## Dataset records
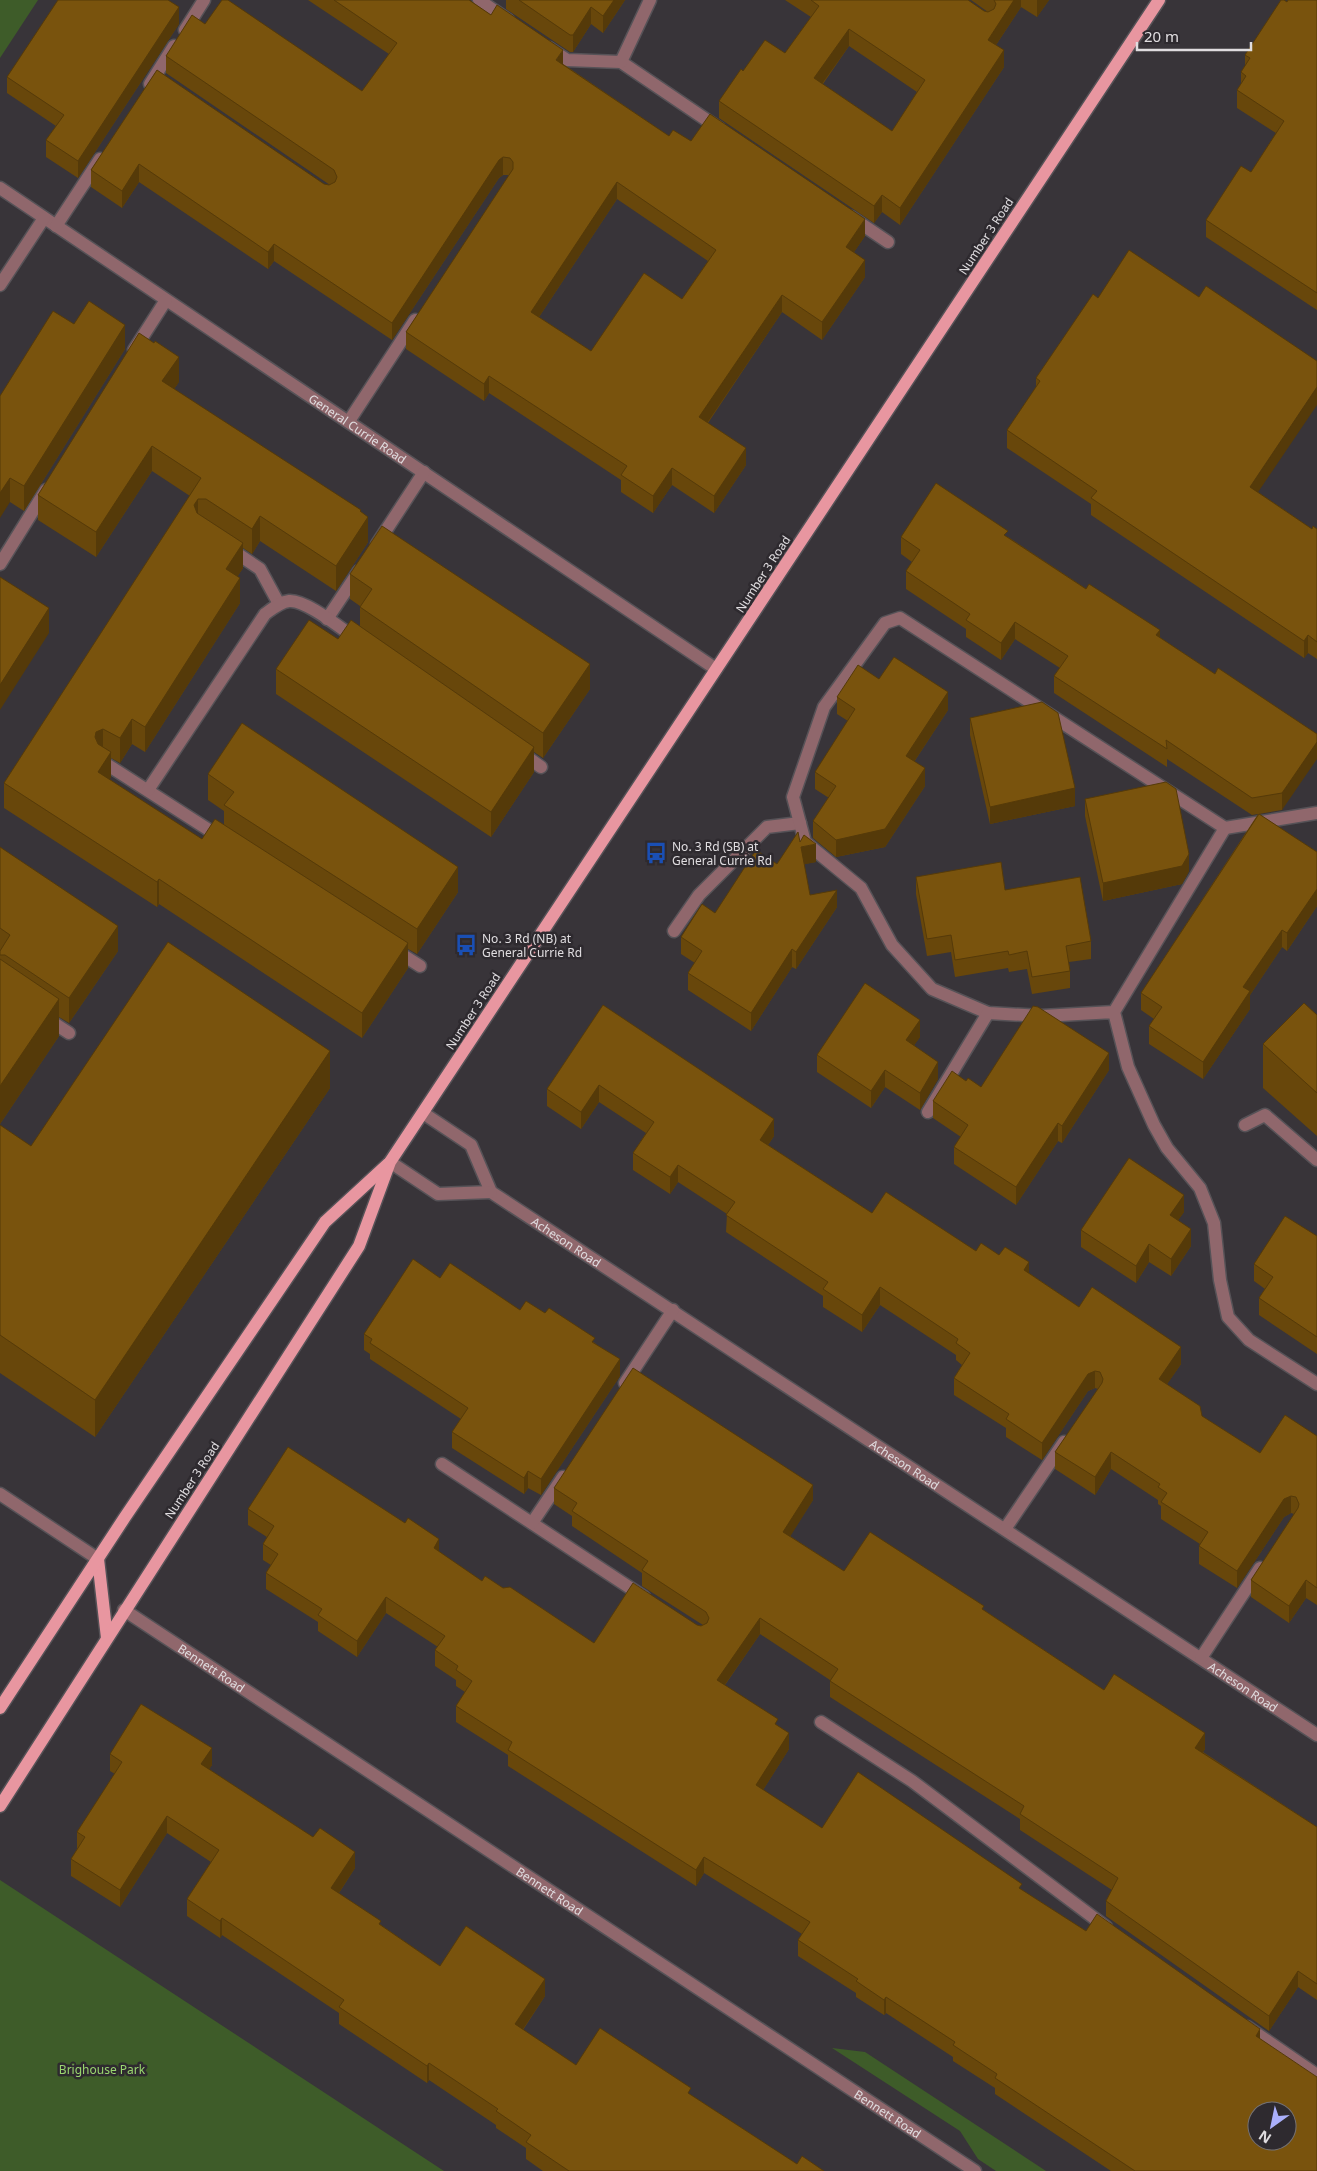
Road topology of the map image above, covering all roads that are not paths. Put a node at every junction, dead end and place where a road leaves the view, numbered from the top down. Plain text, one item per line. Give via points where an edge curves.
1 (204, 0) edge
2 (479, 0) edge
3 (650, 0) edge
4 (1158, 0) edge
5 (519, 27) edge
6 (535, 38) edge
7 (621, 62) junction
8 (144, 93) edge
9 (734, 138) edge
10 (106, 151) edge
11 (0, 188) edge
12 (840, 209) edge
13 (44, 218) junction
14 (56, 226) junction
15 (888, 242) dead end
16 (0, 285) edge
17 (166, 300) junction
18 (424, 306) edge
19 (128, 359) edge
20 (349, 421) junction
21 (424, 472) junction
22 (51, 482) edge
23 (219, 542) edge
24 (0, 564) edge
25 (279, 604) junction
26 (327, 619) junction
27 (368, 648) edge
28 (716, 669) junction
29 (508, 744) edge
30 (103, 762) edge
31 (541, 767) dead end
32 (148, 790) junction
33 (1317, 813) edge
34 (800, 823) junction
35 (1224, 828) junction
36 (230, 843) edge
37 (674, 931) dead end
38 (387, 944) edge
39 (420, 966) dead end
40 (1114, 1012) junction
41 (38, 1013) edge
42 (988, 1013) junction
43 (69, 1033) dead end
44 (928, 1112) dead end
45 (423, 1113) junction
46 (1245, 1125) dead end
47 (1317, 1160) edge
48 (390, 1162) junction
49 (491, 1192) junction
50 (673, 1310) junction
51 (1317, 1384) edge
52 (619, 1392) edge
53 (1074, 1427) edge
54 (442, 1464) dead end
55 (570, 1466) edge
56 (0, 1494) edge
57 (532, 1523) junction
58 (1005, 1530) junction
59 (98, 1559) junction
60 (1265, 1561) edge
61 (652, 1602) edge
62 (124, 1610) junction
63 (106, 1638) junction
64 (1201, 1658) junction
65 (0, 1708) edge
66 (820, 1722) dead end
67 (1317, 1735) edge
68 (0, 1806) edge
69 (1114, 1932) edge
70 (1238, 2021) edge
71 (1317, 2075) edge
72 (975, 2171) edge

1 - 8 street via 159,79
2 - 5 street
3 - 7 street
4 - 28 main road, Number 3 Road
6 - 7 street via 567,60
7 - 9 street
10 - 14 street
11 - 13 street, General Currie Road
12 - 15 street
13 - 14 street, General Currie Road
13 - 16 street
14 - 17 street, General Currie Road
17 - 19 street
17 - 20 street, General Currie Road
18 - 20 street
20 - 21 street, General Currie Road
21 - 26 street
21 - 28 street, General Currie Road
22 - 24 street
23 - 25 street via 260,569
25 - 26 street via 301,603
25 - 32 street via 265,614
26 - 27 street
28 - 45 main road, Number 3 Road
29 - 31 street
30 - 32 street
32 - 36 street
33 - 35 street
34 - 35 street via 793,797 824,707 886,623 900,618
34 - 37 street via 767,828 699,895
34 - 42 street via 805,842 861,888 892,946 932,989
35 - 40 street
38 - 39 street
40 - 42 street via 1042,1016
40 - 51 street via 1128,1067 1154,1124 1167,1148 1200,1188 1214,1223 1228,1317 1249,1340
41 - 43 street
42 - 44 street
45 - 48 main road, Number 3 Road
45 - 49 street via 471,1145
46 - 47 street via 1265,1115
48 - 49 street via 438,1194
48 - 59 main road, Number 3 Road via 325,1222
48 - 62 main road, Number 3 Road via 359,1246
49 - 50 street, Acheson Road
50 - 52 street
50 - 58 street, Acheson Road
53 - 58 street
54 - 57 street
55 - 57 street
56 - 59 street
57 - 61 street
58 - 64 street, Acheson Road
59 - 63 main road
59 - 65 main road, Number 3 Road
60 - 64 street
62 - 63 main road, Number 3 Road
62 - 72 street, Bennett Road
63 - 68 main road, Number 3 Road
64 - 67 street, Acheson Road
66 - 69 street via 912,1781
70 - 71 street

## Task objective
What's needed here is an exact repeat of all the records above, pictures excluded.

## Answer box
Road topology of the map image above, covering all roads that are not paths. Put a node at every junction, dead end and place where a road leaves the view, numbered from the top down. Plain text, one item per line. Give via points where an edge curves.
1 (204, 0) edge
2 (479, 0) edge
3 (650, 0) edge
4 (1158, 0) edge
5 (519, 27) edge
6 (535, 38) edge
7 (621, 62) junction
8 (144, 93) edge
9 (734, 138) edge
10 (106, 151) edge
11 (0, 188) edge
12 (840, 209) edge
13 (44, 218) junction
14 (56, 226) junction
15 (888, 242) dead end
16 (0, 285) edge
17 (166, 300) junction
18 (424, 306) edge
19 (128, 359) edge
20 (349, 421) junction
21 (424, 472) junction
22 (51, 482) edge
23 (219, 542) edge
24 (0, 564) edge
25 (279, 604) junction
26 (327, 619) junction
27 (368, 648) edge
28 (716, 669) junction
29 (508, 744) edge
30 (103, 762) edge
31 (541, 767) dead end
32 (148, 790) junction
33 (1317, 813) edge
34 (800, 823) junction
35 (1224, 828) junction
36 (230, 843) edge
37 (674, 931) dead end
38 (387, 944) edge
39 (420, 966) dead end
40 (1114, 1012) junction
41 (38, 1013) edge
42 (988, 1013) junction
43 (69, 1033) dead end
44 (928, 1112) dead end
45 (423, 1113) junction
46 (1245, 1125) dead end
47 (1317, 1160) edge
48 (390, 1162) junction
49 (491, 1192) junction
50 (673, 1310) junction
51 (1317, 1384) edge
52 (619, 1392) edge
53 (1074, 1427) edge
54 (442, 1464) dead end
55 (570, 1466) edge
56 (0, 1494) edge
57 (532, 1523) junction
58 (1005, 1530) junction
59 (98, 1559) junction
60 (1265, 1561) edge
61 (652, 1602) edge
62 (124, 1610) junction
63 (106, 1638) junction
64 (1201, 1658) junction
65 (0, 1708) edge
66 (820, 1722) dead end
67 (1317, 1735) edge
68 (0, 1806) edge
69 (1114, 1932) edge
70 (1238, 2021) edge
71 (1317, 2075) edge
72 (975, 2171) edge

1 - 8 street via 159,79
2 - 5 street
3 - 7 street
4 - 28 main road, Number 3 Road
6 - 7 street via 567,60
7 - 9 street
10 - 14 street
11 - 13 street, General Currie Road
12 - 15 street
13 - 14 street, General Currie Road
13 - 16 street
14 - 17 street, General Currie Road
17 - 19 street
17 - 20 street, General Currie Road
18 - 20 street
20 - 21 street, General Currie Road
21 - 26 street
21 - 28 street, General Currie Road
22 - 24 street
23 - 25 street via 260,569
25 - 26 street via 301,603
25 - 32 street via 265,614
26 - 27 street
28 - 45 main road, Number 3 Road
29 - 31 street
30 - 32 street
32 - 36 street
33 - 35 street
34 - 35 street via 793,797 824,707 886,623 900,618
34 - 37 street via 767,828 699,895
34 - 42 street via 805,842 861,888 892,946 932,989
35 - 40 street
38 - 39 street
40 - 42 street via 1042,1016
40 - 51 street via 1128,1067 1154,1124 1167,1148 1200,1188 1214,1223 1228,1317 1249,1340
41 - 43 street
42 - 44 street
45 - 48 main road, Number 3 Road
45 - 49 street via 471,1145
46 - 47 street via 1265,1115
48 - 49 street via 438,1194
48 - 59 main road, Number 3 Road via 325,1222
48 - 62 main road, Number 3 Road via 359,1246
49 - 50 street, Acheson Road
50 - 52 street
50 - 58 street, Acheson Road
53 - 58 street
54 - 57 street
55 - 57 street
56 - 59 street
57 - 61 street
58 - 64 street, Acheson Road
59 - 63 main road
59 - 65 main road, Number 3 Road
60 - 64 street
62 - 63 main road, Number 3 Road
62 - 72 street, Bennett Road
63 - 68 main road, Number 3 Road
64 - 67 street, Acheson Road
66 - 69 street via 912,1781
70 - 71 street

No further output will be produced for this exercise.